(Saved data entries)
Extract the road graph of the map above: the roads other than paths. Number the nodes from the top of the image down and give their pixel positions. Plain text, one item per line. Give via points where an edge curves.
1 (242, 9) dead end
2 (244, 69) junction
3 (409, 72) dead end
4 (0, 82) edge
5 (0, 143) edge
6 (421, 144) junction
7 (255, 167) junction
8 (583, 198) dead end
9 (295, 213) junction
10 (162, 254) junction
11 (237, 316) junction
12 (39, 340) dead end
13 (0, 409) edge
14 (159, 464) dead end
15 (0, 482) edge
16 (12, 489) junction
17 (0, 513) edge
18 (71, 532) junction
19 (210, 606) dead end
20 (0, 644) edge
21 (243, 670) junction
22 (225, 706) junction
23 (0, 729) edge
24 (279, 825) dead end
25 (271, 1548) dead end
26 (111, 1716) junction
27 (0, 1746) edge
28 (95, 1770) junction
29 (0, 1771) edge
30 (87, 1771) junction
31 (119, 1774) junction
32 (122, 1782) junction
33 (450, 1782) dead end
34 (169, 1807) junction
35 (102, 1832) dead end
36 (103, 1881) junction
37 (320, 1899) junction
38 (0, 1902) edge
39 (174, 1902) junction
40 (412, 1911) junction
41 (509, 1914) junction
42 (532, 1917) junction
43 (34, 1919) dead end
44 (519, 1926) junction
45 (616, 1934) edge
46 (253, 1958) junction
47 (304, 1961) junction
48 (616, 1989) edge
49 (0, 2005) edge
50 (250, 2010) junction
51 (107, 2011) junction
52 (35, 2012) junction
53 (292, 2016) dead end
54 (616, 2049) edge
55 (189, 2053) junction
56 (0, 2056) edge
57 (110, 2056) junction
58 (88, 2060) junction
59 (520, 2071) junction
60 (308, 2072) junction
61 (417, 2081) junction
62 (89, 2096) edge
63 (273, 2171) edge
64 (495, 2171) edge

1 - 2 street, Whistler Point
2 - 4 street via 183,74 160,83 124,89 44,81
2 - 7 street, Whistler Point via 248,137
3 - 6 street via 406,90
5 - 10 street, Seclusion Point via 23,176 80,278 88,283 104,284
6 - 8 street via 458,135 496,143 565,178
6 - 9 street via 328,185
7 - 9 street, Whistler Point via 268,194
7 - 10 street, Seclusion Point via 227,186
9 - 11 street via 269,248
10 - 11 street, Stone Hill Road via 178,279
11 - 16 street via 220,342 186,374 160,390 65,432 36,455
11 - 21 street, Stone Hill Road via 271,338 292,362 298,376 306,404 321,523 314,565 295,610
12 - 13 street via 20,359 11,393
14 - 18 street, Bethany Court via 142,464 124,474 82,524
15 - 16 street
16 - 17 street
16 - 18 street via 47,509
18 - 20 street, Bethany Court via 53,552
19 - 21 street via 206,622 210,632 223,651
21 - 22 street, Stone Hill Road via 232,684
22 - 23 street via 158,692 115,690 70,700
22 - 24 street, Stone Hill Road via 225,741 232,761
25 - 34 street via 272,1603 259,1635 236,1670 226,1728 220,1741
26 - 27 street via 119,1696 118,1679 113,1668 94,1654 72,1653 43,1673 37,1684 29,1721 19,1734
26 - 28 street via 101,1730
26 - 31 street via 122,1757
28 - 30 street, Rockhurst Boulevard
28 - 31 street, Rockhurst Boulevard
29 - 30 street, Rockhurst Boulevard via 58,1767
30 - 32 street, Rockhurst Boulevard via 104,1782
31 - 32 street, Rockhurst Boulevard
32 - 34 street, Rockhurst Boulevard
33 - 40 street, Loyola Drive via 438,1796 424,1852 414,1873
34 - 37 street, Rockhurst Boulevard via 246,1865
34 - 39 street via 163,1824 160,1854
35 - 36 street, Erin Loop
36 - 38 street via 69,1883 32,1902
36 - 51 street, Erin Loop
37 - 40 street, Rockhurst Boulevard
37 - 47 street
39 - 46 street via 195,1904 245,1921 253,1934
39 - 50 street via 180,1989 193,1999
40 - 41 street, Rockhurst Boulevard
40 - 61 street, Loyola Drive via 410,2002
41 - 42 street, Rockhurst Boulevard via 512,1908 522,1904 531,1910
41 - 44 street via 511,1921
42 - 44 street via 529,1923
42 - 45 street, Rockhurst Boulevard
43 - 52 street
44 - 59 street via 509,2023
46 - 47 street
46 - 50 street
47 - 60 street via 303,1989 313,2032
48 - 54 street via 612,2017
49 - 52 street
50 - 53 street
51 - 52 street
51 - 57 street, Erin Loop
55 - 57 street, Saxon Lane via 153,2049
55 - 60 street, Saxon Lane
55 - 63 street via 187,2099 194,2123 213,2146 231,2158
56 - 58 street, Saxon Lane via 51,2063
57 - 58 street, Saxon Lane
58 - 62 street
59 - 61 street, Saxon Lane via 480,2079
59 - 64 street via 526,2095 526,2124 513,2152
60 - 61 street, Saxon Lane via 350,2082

- _EXERCISE PROMPT_: Would you output every entry exactly as it was written?

- _RESPONSE TO THIS EXERCISE_:
Extract the road graph of the map above: the roads other than paths. Number the nodes from the top of the image down and give their pixel positions. Plain text, one item per line. Give via points where an edge curves.
1 (242, 9) dead end
2 (244, 69) junction
3 (409, 72) dead end
4 (0, 82) edge
5 (0, 143) edge
6 (421, 144) junction
7 (255, 167) junction
8 (583, 198) dead end
9 (295, 213) junction
10 (162, 254) junction
11 (237, 316) junction
12 (39, 340) dead end
13 (0, 409) edge
14 (159, 464) dead end
15 (0, 482) edge
16 (12, 489) junction
17 (0, 513) edge
18 (71, 532) junction
19 (210, 606) dead end
20 (0, 644) edge
21 (243, 670) junction
22 (225, 706) junction
23 (0, 729) edge
24 (279, 825) dead end
25 (271, 1548) dead end
26 (111, 1716) junction
27 (0, 1746) edge
28 (95, 1770) junction
29 (0, 1771) edge
30 (87, 1771) junction
31 (119, 1774) junction
32 (122, 1782) junction
33 (450, 1782) dead end
34 (169, 1807) junction
35 (102, 1832) dead end
36 (103, 1881) junction
37 (320, 1899) junction
38 (0, 1902) edge
39 (174, 1902) junction
40 (412, 1911) junction
41 (509, 1914) junction
42 (532, 1917) junction
43 (34, 1919) dead end
44 (519, 1926) junction
45 (616, 1934) edge
46 (253, 1958) junction
47 (304, 1961) junction
48 (616, 1989) edge
49 (0, 2005) edge
50 (250, 2010) junction
51 (107, 2011) junction
52 (35, 2012) junction
53 (292, 2016) dead end
54 (616, 2049) edge
55 (189, 2053) junction
56 (0, 2056) edge
57 (110, 2056) junction
58 (88, 2060) junction
59 (520, 2071) junction
60 (308, 2072) junction
61 (417, 2081) junction
62 (89, 2096) edge
63 (273, 2171) edge
64 (495, 2171) edge

1 - 2 street, Whistler Point
2 - 4 street via 183,74 160,83 124,89 44,81
2 - 7 street, Whistler Point via 248,137
3 - 6 street via 406,90
5 - 10 street, Seclusion Point via 23,176 80,278 88,283 104,284
6 - 8 street via 458,135 496,143 565,178
6 - 9 street via 328,185
7 - 9 street, Whistler Point via 268,194
7 - 10 street, Seclusion Point via 227,186
9 - 11 street via 269,248
10 - 11 street, Stone Hill Road via 178,279
11 - 16 street via 220,342 186,374 160,390 65,432 36,455
11 - 21 street, Stone Hill Road via 271,338 292,362 298,376 306,404 321,523 314,565 295,610
12 - 13 street via 20,359 11,393
14 - 18 street, Bethany Court via 142,464 124,474 82,524
15 - 16 street
16 - 17 street
16 - 18 street via 47,509
18 - 20 street, Bethany Court via 53,552
19 - 21 street via 206,622 210,632 223,651
21 - 22 street, Stone Hill Road via 232,684
22 - 23 street via 158,692 115,690 70,700
22 - 24 street, Stone Hill Road via 225,741 232,761
25 - 34 street via 272,1603 259,1635 236,1670 226,1728 220,1741
26 - 27 street via 119,1696 118,1679 113,1668 94,1654 72,1653 43,1673 37,1684 29,1721 19,1734
26 - 28 street via 101,1730
26 - 31 street via 122,1757
28 - 30 street, Rockhurst Boulevard
28 - 31 street, Rockhurst Boulevard
29 - 30 street, Rockhurst Boulevard via 58,1767
30 - 32 street, Rockhurst Boulevard via 104,1782
31 - 32 street, Rockhurst Boulevard
32 - 34 street, Rockhurst Boulevard
33 - 40 street, Loyola Drive via 438,1796 424,1852 414,1873
34 - 37 street, Rockhurst Boulevard via 246,1865
34 - 39 street via 163,1824 160,1854
35 - 36 street, Erin Loop
36 - 38 street via 69,1883 32,1902
36 - 51 street, Erin Loop
37 - 40 street, Rockhurst Boulevard
37 - 47 street
39 - 46 street via 195,1904 245,1921 253,1934
39 - 50 street via 180,1989 193,1999
40 - 41 street, Rockhurst Boulevard
40 - 61 street, Loyola Drive via 410,2002
41 - 42 street, Rockhurst Boulevard via 512,1908 522,1904 531,1910
41 - 44 street via 511,1921
42 - 44 street via 529,1923
42 - 45 street, Rockhurst Boulevard
43 - 52 street
44 - 59 street via 509,2023
46 - 47 street
46 - 50 street
47 - 60 street via 303,1989 313,2032
48 - 54 street via 612,2017
49 - 52 street
50 - 53 street
51 - 52 street
51 - 57 street, Erin Loop
55 - 57 street, Saxon Lane via 153,2049
55 - 60 street, Saxon Lane
55 - 63 street via 187,2099 194,2123 213,2146 231,2158
56 - 58 street, Saxon Lane via 51,2063
57 - 58 street, Saxon Lane
58 - 62 street
59 - 61 street, Saxon Lane via 480,2079
59 - 64 street via 526,2095 526,2124 513,2152
60 - 61 street, Saxon Lane via 350,2082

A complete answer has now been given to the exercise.